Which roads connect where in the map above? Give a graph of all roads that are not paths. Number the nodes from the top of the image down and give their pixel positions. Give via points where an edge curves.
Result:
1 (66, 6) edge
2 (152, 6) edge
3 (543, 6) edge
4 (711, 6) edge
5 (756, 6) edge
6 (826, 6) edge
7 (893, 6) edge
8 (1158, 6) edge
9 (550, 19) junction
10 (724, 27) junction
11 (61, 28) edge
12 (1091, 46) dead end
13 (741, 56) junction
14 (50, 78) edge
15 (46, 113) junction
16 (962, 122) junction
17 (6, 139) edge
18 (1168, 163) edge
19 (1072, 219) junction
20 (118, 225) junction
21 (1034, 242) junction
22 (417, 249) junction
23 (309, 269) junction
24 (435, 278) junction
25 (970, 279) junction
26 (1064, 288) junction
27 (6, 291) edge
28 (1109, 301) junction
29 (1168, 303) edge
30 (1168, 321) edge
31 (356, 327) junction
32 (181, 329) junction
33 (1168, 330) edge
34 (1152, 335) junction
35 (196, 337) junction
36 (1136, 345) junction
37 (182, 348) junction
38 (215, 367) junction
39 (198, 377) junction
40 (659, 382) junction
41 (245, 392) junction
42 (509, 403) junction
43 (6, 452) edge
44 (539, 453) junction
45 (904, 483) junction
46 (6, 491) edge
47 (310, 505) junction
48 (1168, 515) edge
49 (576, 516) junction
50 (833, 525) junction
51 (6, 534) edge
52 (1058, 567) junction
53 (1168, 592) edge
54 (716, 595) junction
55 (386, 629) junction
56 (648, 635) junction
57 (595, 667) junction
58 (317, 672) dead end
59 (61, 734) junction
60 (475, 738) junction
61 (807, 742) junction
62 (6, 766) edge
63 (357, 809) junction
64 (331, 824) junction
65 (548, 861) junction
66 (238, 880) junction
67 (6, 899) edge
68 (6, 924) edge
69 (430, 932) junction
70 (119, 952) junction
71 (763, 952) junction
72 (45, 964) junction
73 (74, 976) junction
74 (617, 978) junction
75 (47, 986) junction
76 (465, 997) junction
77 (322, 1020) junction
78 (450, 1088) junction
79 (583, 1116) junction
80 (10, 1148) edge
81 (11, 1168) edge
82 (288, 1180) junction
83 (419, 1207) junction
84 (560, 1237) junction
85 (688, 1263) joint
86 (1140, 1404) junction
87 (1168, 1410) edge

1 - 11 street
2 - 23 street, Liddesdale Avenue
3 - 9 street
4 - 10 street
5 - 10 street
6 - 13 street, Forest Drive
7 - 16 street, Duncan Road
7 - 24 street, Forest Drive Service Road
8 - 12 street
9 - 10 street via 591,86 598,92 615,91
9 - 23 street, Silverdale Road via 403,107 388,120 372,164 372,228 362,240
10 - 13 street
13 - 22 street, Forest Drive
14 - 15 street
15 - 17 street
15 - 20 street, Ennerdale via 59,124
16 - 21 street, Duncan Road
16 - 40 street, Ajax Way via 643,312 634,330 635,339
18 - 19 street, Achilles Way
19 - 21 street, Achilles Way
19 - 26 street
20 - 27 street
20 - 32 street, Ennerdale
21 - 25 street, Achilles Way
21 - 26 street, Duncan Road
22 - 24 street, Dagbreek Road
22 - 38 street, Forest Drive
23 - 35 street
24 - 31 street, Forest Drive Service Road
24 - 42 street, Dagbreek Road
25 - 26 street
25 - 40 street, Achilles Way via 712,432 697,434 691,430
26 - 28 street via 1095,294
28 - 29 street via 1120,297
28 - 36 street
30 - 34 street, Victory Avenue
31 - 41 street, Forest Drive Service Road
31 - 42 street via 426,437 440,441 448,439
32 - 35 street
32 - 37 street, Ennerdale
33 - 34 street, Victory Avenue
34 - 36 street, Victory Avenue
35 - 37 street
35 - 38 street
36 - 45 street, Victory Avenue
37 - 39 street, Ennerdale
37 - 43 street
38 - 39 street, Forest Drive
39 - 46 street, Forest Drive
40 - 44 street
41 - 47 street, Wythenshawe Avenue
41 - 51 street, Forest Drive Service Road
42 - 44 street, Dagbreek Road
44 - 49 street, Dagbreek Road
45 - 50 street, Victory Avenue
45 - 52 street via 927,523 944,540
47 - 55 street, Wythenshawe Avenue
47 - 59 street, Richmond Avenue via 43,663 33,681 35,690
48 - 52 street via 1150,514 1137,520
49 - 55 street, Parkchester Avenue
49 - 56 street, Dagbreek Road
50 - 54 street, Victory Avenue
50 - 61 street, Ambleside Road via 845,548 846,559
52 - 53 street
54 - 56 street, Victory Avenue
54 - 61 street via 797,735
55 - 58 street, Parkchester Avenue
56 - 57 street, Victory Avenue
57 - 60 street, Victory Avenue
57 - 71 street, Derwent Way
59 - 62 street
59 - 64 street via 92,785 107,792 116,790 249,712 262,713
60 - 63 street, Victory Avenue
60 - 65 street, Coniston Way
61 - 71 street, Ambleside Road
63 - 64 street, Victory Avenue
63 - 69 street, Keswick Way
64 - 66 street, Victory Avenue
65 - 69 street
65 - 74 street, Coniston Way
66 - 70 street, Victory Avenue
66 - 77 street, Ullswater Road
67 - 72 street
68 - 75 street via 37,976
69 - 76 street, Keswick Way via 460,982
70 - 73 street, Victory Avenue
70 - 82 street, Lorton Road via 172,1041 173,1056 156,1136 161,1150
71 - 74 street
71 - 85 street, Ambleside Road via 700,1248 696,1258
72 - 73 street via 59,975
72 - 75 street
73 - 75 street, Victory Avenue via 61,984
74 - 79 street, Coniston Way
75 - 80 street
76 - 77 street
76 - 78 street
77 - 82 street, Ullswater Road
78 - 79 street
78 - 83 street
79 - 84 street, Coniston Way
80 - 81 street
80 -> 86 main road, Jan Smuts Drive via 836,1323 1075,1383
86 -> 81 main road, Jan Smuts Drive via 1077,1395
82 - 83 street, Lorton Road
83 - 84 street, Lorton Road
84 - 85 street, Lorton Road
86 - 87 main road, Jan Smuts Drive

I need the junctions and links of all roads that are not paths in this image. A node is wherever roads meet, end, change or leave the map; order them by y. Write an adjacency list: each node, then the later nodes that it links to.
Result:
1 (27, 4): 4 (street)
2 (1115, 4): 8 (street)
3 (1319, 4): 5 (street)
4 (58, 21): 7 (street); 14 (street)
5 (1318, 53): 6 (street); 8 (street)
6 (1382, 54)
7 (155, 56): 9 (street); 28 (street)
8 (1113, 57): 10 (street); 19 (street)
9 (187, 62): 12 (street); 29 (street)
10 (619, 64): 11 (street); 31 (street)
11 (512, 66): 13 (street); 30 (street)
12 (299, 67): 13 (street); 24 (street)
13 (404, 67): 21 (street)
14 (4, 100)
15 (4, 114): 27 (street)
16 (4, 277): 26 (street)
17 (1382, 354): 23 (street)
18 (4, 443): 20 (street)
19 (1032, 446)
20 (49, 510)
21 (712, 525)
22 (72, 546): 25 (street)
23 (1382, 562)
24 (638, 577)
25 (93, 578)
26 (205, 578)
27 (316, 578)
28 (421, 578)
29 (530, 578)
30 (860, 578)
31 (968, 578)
-- -- --
◆ **What you should do**:
Output the entries verbatim.

◆ **Task solution**:
Which roads connect where in the map above? Give a graph of all roads that are not paths. Number the nodes from the top of the image down and give their pixel positions. Give via points where an edge curves.
Result:
1 (66, 6) edge
2 (152, 6) edge
3 (543, 6) edge
4 (711, 6) edge
5 (756, 6) edge
6 (826, 6) edge
7 (893, 6) edge
8 (1158, 6) edge
9 (550, 19) junction
10 (724, 27) junction
11 (61, 28) edge
12 (1091, 46) dead end
13 (741, 56) junction
14 (50, 78) edge
15 (46, 113) junction
16 (962, 122) junction
17 (6, 139) edge
18 (1168, 163) edge
19 (1072, 219) junction
20 (118, 225) junction
21 (1034, 242) junction
22 (417, 249) junction
23 (309, 269) junction
24 (435, 278) junction
25 (970, 279) junction
26 (1064, 288) junction
27 (6, 291) edge
28 (1109, 301) junction
29 (1168, 303) edge
30 (1168, 321) edge
31 (356, 327) junction
32 (181, 329) junction
33 (1168, 330) edge
34 (1152, 335) junction
35 (196, 337) junction
36 (1136, 345) junction
37 (182, 348) junction
38 (215, 367) junction
39 (198, 377) junction
40 (659, 382) junction
41 (245, 392) junction
42 (509, 403) junction
43 (6, 452) edge
44 (539, 453) junction
45 (904, 483) junction
46 (6, 491) edge
47 (310, 505) junction
48 (1168, 515) edge
49 (576, 516) junction
50 (833, 525) junction
51 (6, 534) edge
52 (1058, 567) junction
53 (1168, 592) edge
54 (716, 595) junction
55 (386, 629) junction
56 (648, 635) junction
57 (595, 667) junction
58 (317, 672) dead end
59 (61, 734) junction
60 (475, 738) junction
61 (807, 742) junction
62 (6, 766) edge
63 (357, 809) junction
64 (331, 824) junction
65 (548, 861) junction
66 (238, 880) junction
67 (6, 899) edge
68 (6, 924) edge
69 (430, 932) junction
70 (119, 952) junction
71 (763, 952) junction
72 (45, 964) junction
73 (74, 976) junction
74 (617, 978) junction
75 (47, 986) junction
76 (465, 997) junction
77 (322, 1020) junction
78 (450, 1088) junction
79 (583, 1116) junction
80 (10, 1148) edge
81 (11, 1168) edge
82 (288, 1180) junction
83 (419, 1207) junction
84 (560, 1237) junction
85 (688, 1263) joint
86 (1140, 1404) junction
87 (1168, 1410) edge

1 - 11 street
2 - 23 street, Liddesdale Avenue
3 - 9 street
4 - 10 street
5 - 10 street
6 - 13 street, Forest Drive
7 - 16 street, Duncan Road
7 - 24 street, Forest Drive Service Road
8 - 12 street
9 - 10 street via 591,86 598,92 615,91
9 - 23 street, Silverdale Road via 403,107 388,120 372,164 372,228 362,240
10 - 13 street
13 - 22 street, Forest Drive
14 - 15 street
15 - 17 street
15 - 20 street, Ennerdale via 59,124
16 - 21 street, Duncan Road
16 - 40 street, Ajax Way via 643,312 634,330 635,339
18 - 19 street, Achilles Way
19 - 21 street, Achilles Way
19 - 26 street
20 - 27 street
20 - 32 street, Ennerdale
21 - 25 street, Achilles Way
21 - 26 street, Duncan Road
22 - 24 street, Dagbreek Road
22 - 38 street, Forest Drive
23 - 35 street
24 - 31 street, Forest Drive Service Road
24 - 42 street, Dagbreek Road
25 - 26 street
25 - 40 street, Achilles Way via 712,432 697,434 691,430
26 - 28 street via 1095,294
28 - 29 street via 1120,297
28 - 36 street
30 - 34 street, Victory Avenue
31 - 41 street, Forest Drive Service Road
31 - 42 street via 426,437 440,441 448,439
32 - 35 street
32 - 37 street, Ennerdale
33 - 34 street, Victory Avenue
34 - 36 street, Victory Avenue
35 - 37 street
35 - 38 street
36 - 45 street, Victory Avenue
37 - 39 street, Ennerdale
37 - 43 street
38 - 39 street, Forest Drive
39 - 46 street, Forest Drive
40 - 44 street
41 - 47 street, Wythenshawe Avenue
41 - 51 street, Forest Drive Service Road
42 - 44 street, Dagbreek Road
44 - 49 street, Dagbreek Road
45 - 50 street, Victory Avenue
45 - 52 street via 927,523 944,540
47 - 55 street, Wythenshawe Avenue
47 - 59 street, Richmond Avenue via 43,663 33,681 35,690
48 - 52 street via 1150,514 1137,520
49 - 55 street, Parkchester Avenue
49 - 56 street, Dagbreek Road
50 - 54 street, Victory Avenue
50 - 61 street, Ambleside Road via 845,548 846,559
52 - 53 street
54 - 56 street, Victory Avenue
54 - 61 street via 797,735
55 - 58 street, Parkchester Avenue
56 - 57 street, Victory Avenue
57 - 60 street, Victory Avenue
57 - 71 street, Derwent Way
59 - 62 street
59 - 64 street via 92,785 107,792 116,790 249,712 262,713
60 - 63 street, Victory Avenue
60 - 65 street, Coniston Way
61 - 71 street, Ambleside Road
63 - 64 street, Victory Avenue
63 - 69 street, Keswick Way
64 - 66 street, Victory Avenue
65 - 69 street
65 - 74 street, Coniston Way
66 - 70 street, Victory Avenue
66 - 77 street, Ullswater Road
67 - 72 street
68 - 75 street via 37,976
69 - 76 street, Keswick Way via 460,982
70 - 73 street, Victory Avenue
70 - 82 street, Lorton Road via 172,1041 173,1056 156,1136 161,1150
71 - 74 street
71 - 85 street, Ambleside Road via 700,1248 696,1258
72 - 73 street via 59,975
72 - 75 street
73 - 75 street, Victory Avenue via 61,984
74 - 79 street, Coniston Way
75 - 80 street
76 - 77 street
76 - 78 street
77 - 82 street, Ullswater Road
78 - 79 street
78 - 83 street
79 - 84 street, Coniston Way
80 - 81 street
80 -> 86 main road, Jan Smuts Drive via 836,1323 1075,1383
86 -> 81 main road, Jan Smuts Drive via 1077,1395
82 - 83 street, Lorton Road
83 - 84 street, Lorton Road
84 - 85 street, Lorton Road
86 - 87 main road, Jan Smuts Drive

I need the junctions and links of all roads that are not paths in this image. A node is wherever roads meet, end, change or leave the map; order them by y. Write an adjacency list: each node, then the later nodes that it links to.
Result:
1 (27, 4): 4 (street)
2 (1115, 4): 8 (street)
3 (1319, 4): 5 (street)
4 (58, 21): 7 (street); 14 (street)
5 (1318, 53): 6 (street); 8 (street)
6 (1382, 54)
7 (155, 56): 9 (street); 28 (street)
8 (1113, 57): 10 (street); 19 (street)
9 (187, 62): 12 (street); 29 (street)
10 (619, 64): 11 (street); 31 (street)
11 (512, 66): 13 (street); 30 (street)
12 (299, 67): 13 (street); 24 (street)
13 (404, 67): 21 (street)
14 (4, 100)
15 (4, 114): 27 (street)
16 (4, 277): 26 (street)
17 (1382, 354): 23 (street)
18 (4, 443): 20 (street)
19 (1032, 446)
20 (49, 510)
21 (712, 525)
22 (72, 546): 25 (street)
23 (1382, 562)
24 (638, 577)
25 (93, 578)
26 (205, 578)
27 (316, 578)
28 (421, 578)
29 (530, 578)
30 (860, 578)
31 (968, 578)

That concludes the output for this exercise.